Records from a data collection
[Start of Attachment]

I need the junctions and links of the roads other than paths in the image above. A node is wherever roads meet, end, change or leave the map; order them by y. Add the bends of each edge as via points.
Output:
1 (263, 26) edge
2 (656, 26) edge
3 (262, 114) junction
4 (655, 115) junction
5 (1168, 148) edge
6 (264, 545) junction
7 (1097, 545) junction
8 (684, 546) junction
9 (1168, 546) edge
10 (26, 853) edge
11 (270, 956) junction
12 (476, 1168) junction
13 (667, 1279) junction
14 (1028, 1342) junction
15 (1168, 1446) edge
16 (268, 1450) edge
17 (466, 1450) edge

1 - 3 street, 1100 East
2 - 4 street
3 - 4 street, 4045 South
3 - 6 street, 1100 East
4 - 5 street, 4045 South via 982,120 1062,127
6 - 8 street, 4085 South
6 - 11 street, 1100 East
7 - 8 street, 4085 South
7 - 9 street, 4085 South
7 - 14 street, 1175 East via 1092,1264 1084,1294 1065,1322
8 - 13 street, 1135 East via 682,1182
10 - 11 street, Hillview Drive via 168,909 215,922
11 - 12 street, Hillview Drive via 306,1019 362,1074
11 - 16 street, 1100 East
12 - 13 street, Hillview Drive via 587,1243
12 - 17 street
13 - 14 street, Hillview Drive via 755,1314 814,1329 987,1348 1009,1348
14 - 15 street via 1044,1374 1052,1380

[End of Attachment]

Repeat all of the data shown above, exactly as it appears.

I need the junctions and links of the roads other than paths in the image above. A node is wherever roads meet, end, change or leave the map; order them by y. Add the bends of each edge as via points.
Output:
1 (263, 26) edge
2 (656, 26) edge
3 (262, 114) junction
4 (655, 115) junction
5 (1168, 148) edge
6 (264, 545) junction
7 (1097, 545) junction
8 (684, 546) junction
9 (1168, 546) edge
10 (26, 853) edge
11 (270, 956) junction
12 (476, 1168) junction
13 (667, 1279) junction
14 (1028, 1342) junction
15 (1168, 1446) edge
16 (268, 1450) edge
17 (466, 1450) edge

1 - 3 street, 1100 East
2 - 4 street
3 - 4 street, 4045 South
3 - 6 street, 1100 East
4 - 5 street, 4045 South via 982,120 1062,127
6 - 8 street, 4085 South
6 - 11 street, 1100 East
7 - 8 street, 4085 South
7 - 9 street, 4085 South
7 - 14 street, 1175 East via 1092,1264 1084,1294 1065,1322
8 - 13 street, 1135 East via 682,1182
10 - 11 street, Hillview Drive via 168,909 215,922
11 - 12 street, Hillview Drive via 306,1019 362,1074
11 - 16 street, 1100 East
12 - 13 street, Hillview Drive via 587,1243
12 - 17 street
13 - 14 street, Hillview Drive via 755,1314 814,1329 987,1348 1009,1348
14 - 15 street via 1044,1374 1052,1380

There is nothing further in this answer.